A subsequent search of Collins' possessions uncovered a hypodermic needle, possession of which can be charged as a Level 6 felony in Indiana.

But instead of seeking to have Collins charged with either drug offense, which would have sent him back to the Lake County Jail, Gary police appear to have released Collins after holding him for the maximum 48 hours, Fech said.

The Gary Police Department did not immediately respond to a request for comment on its arrest and release of Collins.

According to court records, ICU Monitoring notified the Lake Superior Court on April 26 that Collins violated the terms of his pre-trial release by not returning to Eden House and refusing to call-in as required to report his location.

A warrant for Collins' arrest was issued by the court April 27. He is described by police as a white male who weighs 151 pounds and has brown hair and hazel eyes, and may be hiding out in his hometown of Indianapolis.

Martinez said ICU should have immediately notified his office Collins was at large. The sheriff said the company did not file a police report until April 30, and his detectives did not begin investigating until May 3.

"It's important that the Lake County Sheriff's Department is involved in these instances because, although I never agreed to the contract with ICU, we are still a party to that contract," Martinez said.

Fech insisted that is not the case.

He said the contract with ICU was inked by the commissioners on behalf of the Superior Court judges. While Fech acknowledged the money for the contract comes out of the sheriff's budget, he said the County Council just as easily could pull the money from the judges' budget.

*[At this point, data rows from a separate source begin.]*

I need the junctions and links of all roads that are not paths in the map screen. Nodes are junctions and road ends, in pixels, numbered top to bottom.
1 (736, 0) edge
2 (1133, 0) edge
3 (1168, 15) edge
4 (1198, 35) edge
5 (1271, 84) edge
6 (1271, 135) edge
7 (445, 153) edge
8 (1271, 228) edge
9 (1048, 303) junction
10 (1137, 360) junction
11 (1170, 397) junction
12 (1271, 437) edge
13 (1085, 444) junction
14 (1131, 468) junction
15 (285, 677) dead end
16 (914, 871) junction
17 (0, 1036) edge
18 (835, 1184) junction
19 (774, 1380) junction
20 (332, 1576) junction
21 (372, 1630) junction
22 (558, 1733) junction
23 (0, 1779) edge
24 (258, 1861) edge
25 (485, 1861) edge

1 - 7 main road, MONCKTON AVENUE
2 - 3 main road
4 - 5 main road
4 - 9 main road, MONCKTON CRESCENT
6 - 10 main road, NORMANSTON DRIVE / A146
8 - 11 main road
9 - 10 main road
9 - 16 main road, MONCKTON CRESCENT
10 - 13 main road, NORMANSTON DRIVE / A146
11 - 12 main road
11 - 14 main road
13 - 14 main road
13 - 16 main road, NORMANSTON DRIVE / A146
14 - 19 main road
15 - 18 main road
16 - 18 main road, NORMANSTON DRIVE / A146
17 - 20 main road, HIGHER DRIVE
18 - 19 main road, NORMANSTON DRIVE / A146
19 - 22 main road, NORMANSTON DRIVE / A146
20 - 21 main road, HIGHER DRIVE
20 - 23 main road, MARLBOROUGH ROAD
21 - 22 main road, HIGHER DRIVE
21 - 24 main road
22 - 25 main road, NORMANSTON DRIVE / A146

"The sheriff has nothing to do with the program. It is solely administered by the judges," Fech said. "Being a 'party' suggests that you have some sort of interest or standing in the contract. The sheriff does not."

Moreover, Fech said the sheriff's jurisdiction with individuals accused of crimes — but not yet convicted — extends only to those individuals unable to secure their release from the county jail.

"Nowhere in the statute does it state that the sheriff is charged with caring for a defendant released pre-trial," Fech said.

"If a judge orders a defendant released either on their own recognizance or to ICU Monitoring, the sheriff's department has no choice other than to release of a defendant pre-trial absent a hold (a warrant) from some other county, state, or some other agency (federal system)."

Martinez repeatedly has condemned ICU since the commissioners unanimously awarded the company a two-year contract renewal April 21, citing three individuals on pre-trial release who committed new crimes while under electronic monitoring by ICU.

The sheriff also claims his preferred vendor, Sentinel Offender Services LLC, could do a better job at half the approximately $1 million Lake County annually pays ICU.

Ride along with LaPorte Police Specialist Justin Dyer as he patrols the streets of LaPorte.

Fech said ICU was selected by the commissioners because it was the only bidder of the four competing companies to include the judge-requested wraparound services, such as psychological counseling, substance abuse counseling and similar programs, in addition to electronic monitoring of individuals released from jail prior to trial.

In addition, Fech said even if ICU's bid was higher than other companies, it is a minority-owned business located in Lake County and therefore entitled to a price preference under the county’s purchasing guidelines.

The sheriff and the commissioners repeatedly have clashed over myriad purchasing issues during the past year, spurring the Lake County Council to seek and win a judge’s approval April 16 to seize control of the county's purchasing office from the commissioners.

The commissioners last week requested a stay of that ruling pending appeal. A hearing on that request is scheduled for June 14.